*** Opening Records for the exercise ***

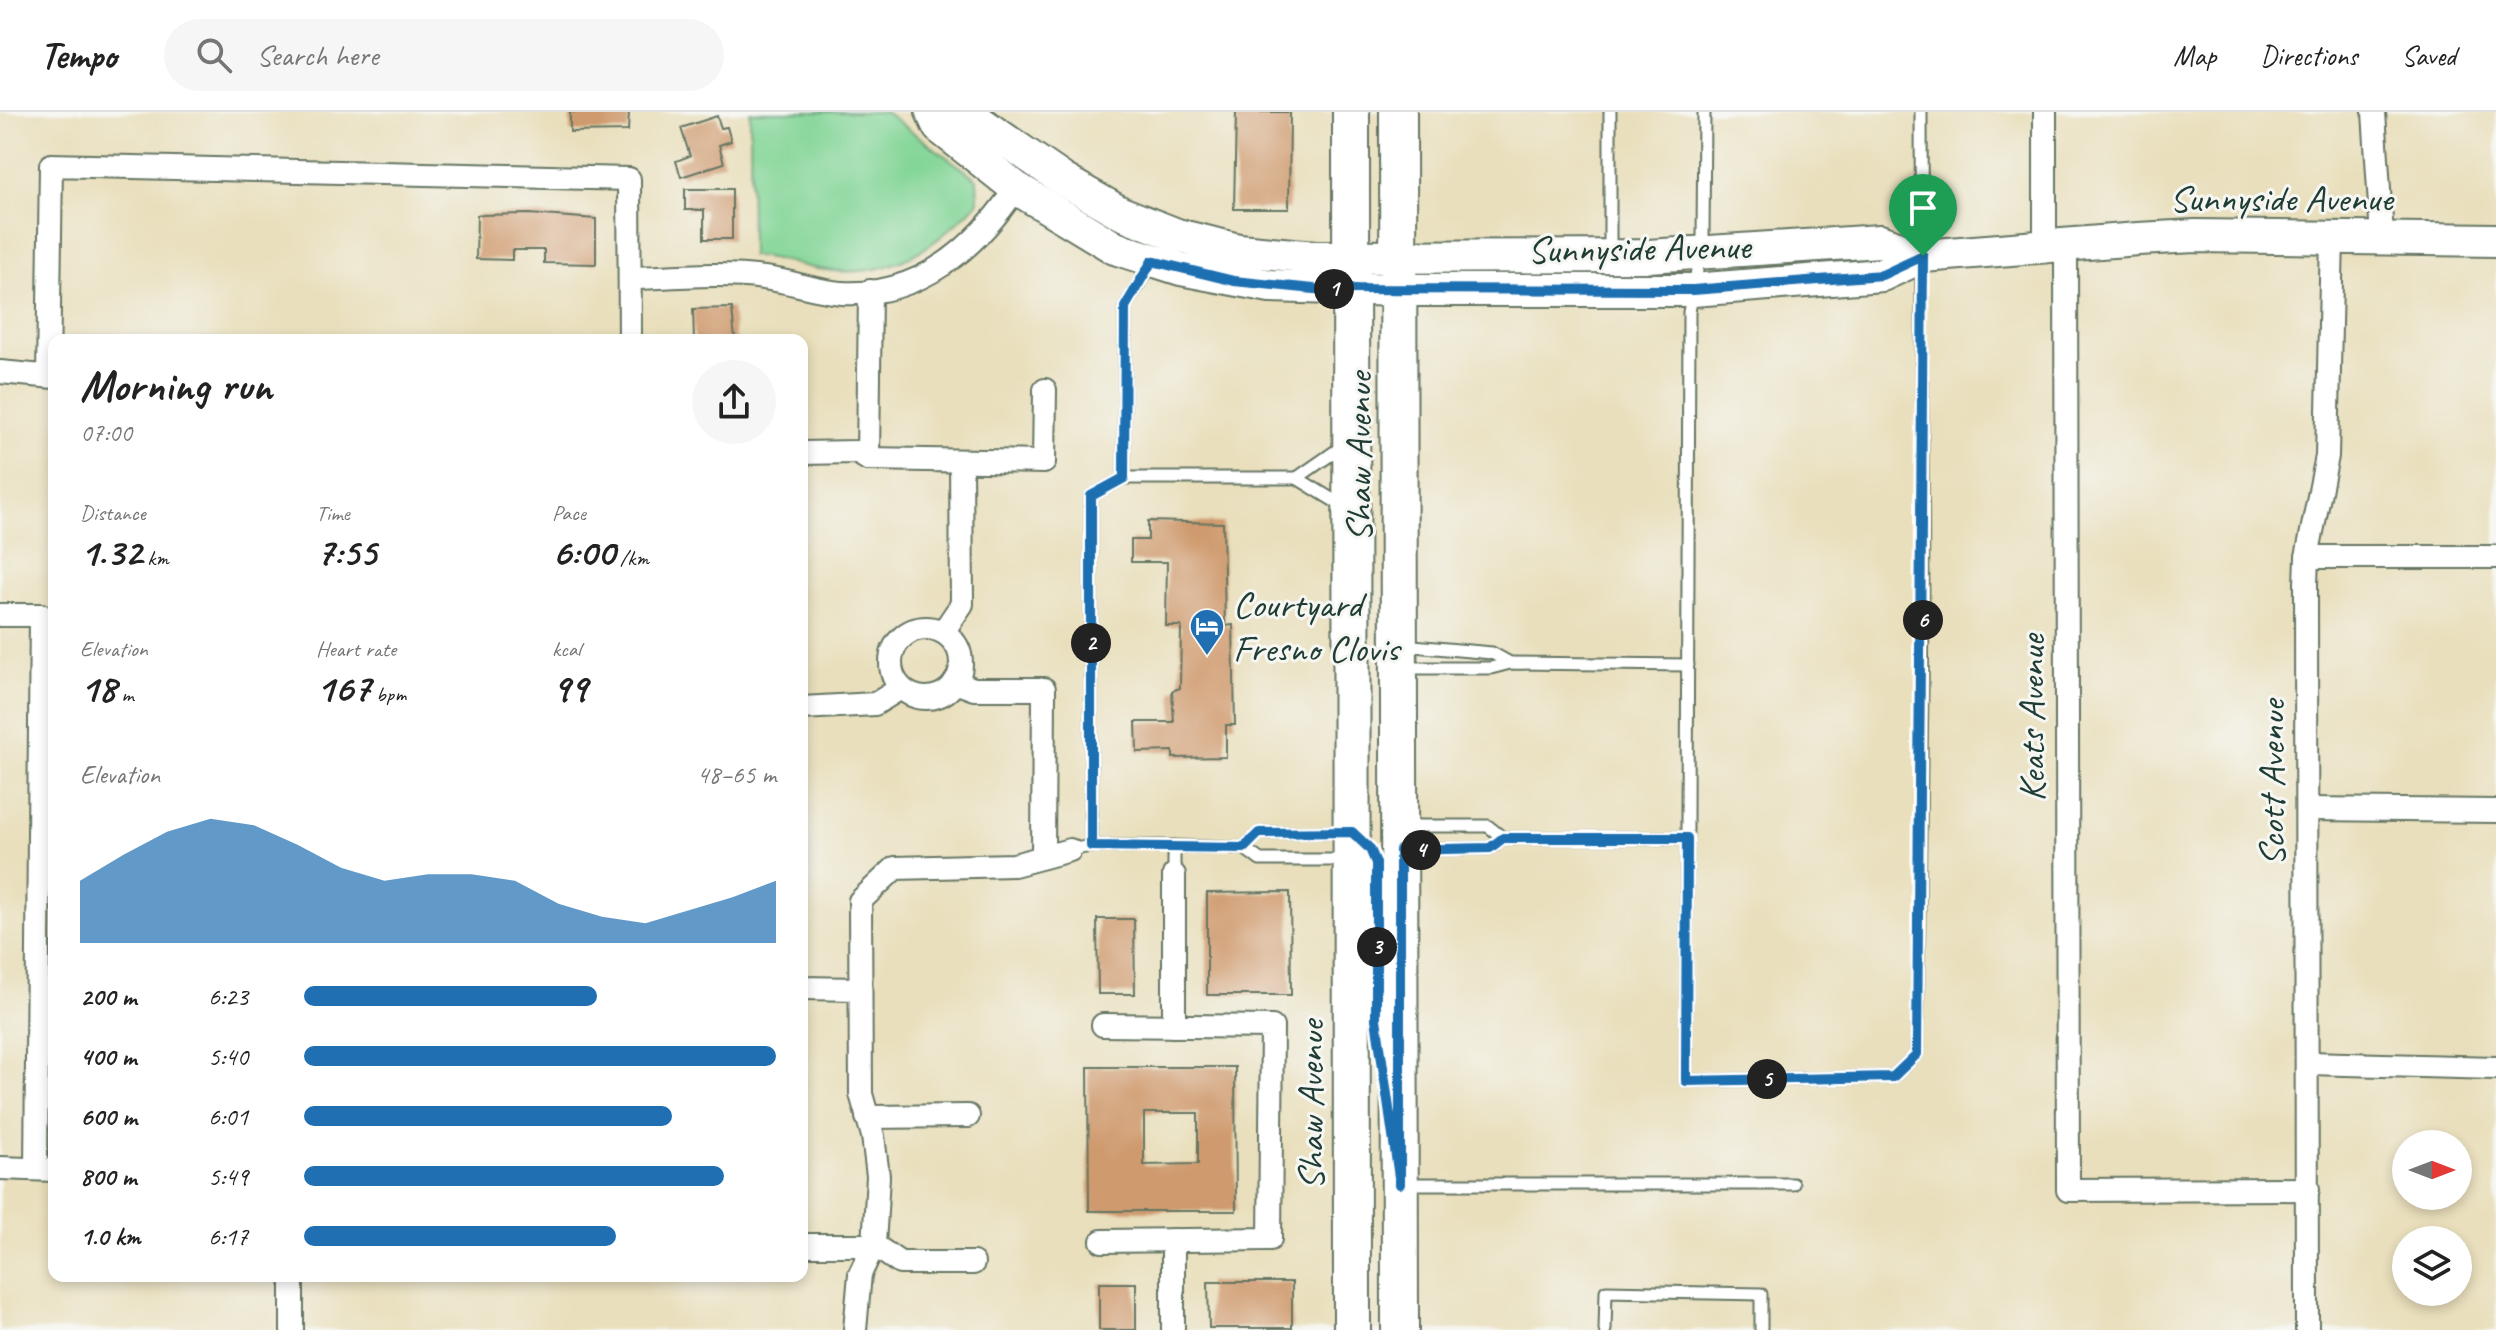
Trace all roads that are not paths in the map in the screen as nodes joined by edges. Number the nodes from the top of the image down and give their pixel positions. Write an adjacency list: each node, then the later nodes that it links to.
1 (932, 112): 10 (main road)
2 (965, 112): 14 (main road)
3 (1351, 112): 20 (main road, Shaw Avenue)
4 (1398, 112): 21 (main road, Shaw Avenue)
5 (1610, 112): 18 (lane)
6 (1704, 112): 16 (lane)
7 (1921, 112): 17 (lane)
8 (2045, 112): 15 (street, Keats Avenue)
9 (2374, 112): 12 (street)
10 (1016, 188): 14 (main road); 19 (main road); 24 (street)
11 (2332, 237): 12 (main road, Sunnyside Avenue); 15 (main road, Sunnyside Avenue); 37 (street, Scott Avenue)
12 (2382, 237): 13 (main road, Sunnyside Avenue)
13 (2496, 240)
14 (1207, 244): 20 (main road)
15 (2056, 246): 17 (main road, Sunnyside Avenue); 71 (street, Keats Avenue)
16 (1701, 254): 17 (main road, Sunnyside Avenue); 18 (main road, Sunnyside Avenue); 23 (lane)
17 (1923, 256): 23 (main road, Sunnyside Avenue); 51 (lane)
18 (1610, 257): 21 (main road, Sunnyside Avenue)
19 (1152, 261): 20 (main road); 34 (lane)
20 (1351, 273): 21 (main road, Sunnyside Avenue); 30 (main road, Shaw Avenue)
21 (1399, 274): 23 (main road, Sunnyside Avenue); 41 (main road, Shaw Avenue)
22 (630, 278): 24 (street); 25 (street); 26 (street)
23 (1693, 290): 43 (lane)
24 (870, 291): 32 (street)
25 (51, 334)
26 (630, 334)
27 (0, 372): 28 (street)
28 (48, 376)
29 (1045, 390): 33 (street)
30 (1353, 440): 35 (lane); 36 (main road, Shaw Avenue)
31 (808, 453): 32 (street)
32 (868, 459): 33 (street)
33 (961, 461): 40 (street)
34 (1124, 478): 35 (lane); 54 (lane)
35 (1297, 478): 36 (lane)
36 (1352, 512): 49 (main road); 53 (main road, Shaw Avenue)
37 (2307, 557): 38 (street); 47 (street, Scott Avenue)
38 (2496, 557)
39 (0, 615): 67 (street)
40 (943, 632): 44 (street); 45 (street)
41 (1400, 656): 42 (lane); 42 (lane); 49 (main road, Shaw Avenue)
42 (1510, 663): 43 (lane)
43 (1688, 665): 51 (lane)
44 (955, 682): 45 (street); 56 (street)
45 (901, 688): 46 (street)
46 (808, 708)
47 (2308, 809): 48 (street); 62 (street, Scott Avenue)
48 (2496, 811)
49 (1400, 838): 50 (lane); 50 (lane); 69 (main road, Shaw Avenue)
50 (1503, 838): 51 (lane)
51 (1687, 838)
52 (1174, 846): 54 (lane); 55 (lane); 57 (lane)
53 (1352, 846): 55 (lane); 55 (lane); 68 (main road, Shaw Avenue); 69 (main road)
54 (1081, 848): 56 (street)
55 (1244, 848)
56 (1043, 857): 59 (street)
57 (1174, 875): 61 (street)
58 (808, 988): 59 (street)
59 (860, 989): 65 (street)
60 (1103, 1025): 61 (street)
61 (1174, 1026): 72 (street)
62 (2308, 1063): 63 (street); 71 (street, Scott Avenue)
63 (2496, 1068)
64 (968, 1116): 65 (street)
65 (867, 1117): 75 (street)
66 (0, 1168): 67 (street)
67 (45, 1170)
68 (1352, 1170): 81 (main road, Shaw Avenue); 82 (main road)
69 (1400, 1184): 70 (lane); 83 (main road, Shaw Avenue)
70 (1793, 1184)
71 (2308, 1189): 86 (street, Scott Avenue)
72 (1173, 1240): 73 (street); 80 (street)
73 (1102, 1241)
74 (808, 1245): 75 (street)
75 (874, 1245): 76 (street); 79 (street)
76 (973, 1263)
77 (292, 1282): 78 (street)
78 (292, 1330)
79 (855, 1330)
80 (1173, 1330)
81 (1352, 1330)
82 (1375, 1330)
83 (1400, 1330)
84 (1605, 1330): 85 (lane)
85 (1761, 1330)
86 (2307, 1330)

*** Closing Records for the exercise ***

Transcribe all records verbatim and omit each image.

Trace all roads that are not paths in the map in the screen as nodes joined by edges. Number the nodes from the top of the image down and give their pixel positions. Write an adjacency list: each node, then the later nodes that it links to.
1 (932, 112): 10 (main road)
2 (965, 112): 14 (main road)
3 (1351, 112): 20 (main road, Shaw Avenue)
4 (1398, 112): 21 (main road, Shaw Avenue)
5 (1610, 112): 18 (lane)
6 (1704, 112): 16 (lane)
7 (1921, 112): 17 (lane)
8 (2045, 112): 15 (street, Keats Avenue)
9 (2374, 112): 12 (street)
10 (1016, 188): 14 (main road); 19 (main road); 24 (street)
11 (2332, 237): 12 (main road, Sunnyside Avenue); 15 (main road, Sunnyside Avenue); 37 (street, Scott Avenue)
12 (2382, 237): 13 (main road, Sunnyside Avenue)
13 (2496, 240)
14 (1207, 244): 20 (main road)
15 (2056, 246): 17 (main road, Sunnyside Avenue); 71 (street, Keats Avenue)
16 (1701, 254): 17 (main road, Sunnyside Avenue); 18 (main road, Sunnyside Avenue); 23 (lane)
17 (1923, 256): 23 (main road, Sunnyside Avenue); 51 (lane)
18 (1610, 257): 21 (main road, Sunnyside Avenue)
19 (1152, 261): 20 (main road); 34 (lane)
20 (1351, 273): 21 (main road, Sunnyside Avenue); 30 (main road, Shaw Avenue)
21 (1399, 274): 23 (main road, Sunnyside Avenue); 41 (main road, Shaw Avenue)
22 (630, 278): 24 (street); 25 (street); 26 (street)
23 (1693, 290): 43 (lane)
24 (870, 291): 32 (street)
25 (51, 334)
26 (630, 334)
27 (0, 372): 28 (street)
28 (48, 376)
29 (1045, 390): 33 (street)
30 (1353, 440): 35 (lane); 36 (main road, Shaw Avenue)
31 (808, 453): 32 (street)
32 (868, 459): 33 (street)
33 (961, 461): 40 (street)
34 (1124, 478): 35 (lane); 54 (lane)
35 (1297, 478): 36 (lane)
36 (1352, 512): 49 (main road); 53 (main road, Shaw Avenue)
37 (2307, 557): 38 (street); 47 (street, Scott Avenue)
38 (2496, 557)
39 (0, 615): 67 (street)
40 (943, 632): 44 (street); 45 (street)
41 (1400, 656): 42 (lane); 42 (lane); 49 (main road, Shaw Avenue)
42 (1510, 663): 43 (lane)
43 (1688, 665): 51 (lane)
44 (955, 682): 45 (street); 56 (street)
45 (901, 688): 46 (street)
46 (808, 708)
47 (2308, 809): 48 (street); 62 (street, Scott Avenue)
48 (2496, 811)
49 (1400, 838): 50 (lane); 50 (lane); 69 (main road, Shaw Avenue)
50 (1503, 838): 51 (lane)
51 (1687, 838)
52 (1174, 846): 54 (lane); 55 (lane); 57 (lane)
53 (1352, 846): 55 (lane); 55 (lane); 68 (main road, Shaw Avenue); 69 (main road)
54 (1081, 848): 56 (street)
55 (1244, 848)
56 (1043, 857): 59 (street)
57 (1174, 875): 61 (street)
58 (808, 988): 59 (street)
59 (860, 989): 65 (street)
60 (1103, 1025): 61 (street)
61 (1174, 1026): 72 (street)
62 (2308, 1063): 63 (street); 71 (street, Scott Avenue)
63 (2496, 1068)
64 (968, 1116): 65 (street)
65 (867, 1117): 75 (street)
66 (0, 1168): 67 (street)
67 (45, 1170)
68 (1352, 1170): 81 (main road, Shaw Avenue); 82 (main road)
69 (1400, 1184): 70 (lane); 83 (main road, Shaw Avenue)
70 (1793, 1184)
71 (2308, 1189): 86 (street, Scott Avenue)
72 (1173, 1240): 73 (street); 80 (street)
73 (1102, 1241)
74 (808, 1245): 75 (street)
75 (874, 1245): 76 (street); 79 (street)
76 (973, 1263)
77 (292, 1282): 78 (street)
78 (292, 1330)
79 (855, 1330)
80 (1173, 1330)
81 (1352, 1330)
82 (1375, 1330)
83 (1400, 1330)
84 (1605, 1330): 85 (lane)
85 (1761, 1330)
86 (2307, 1330)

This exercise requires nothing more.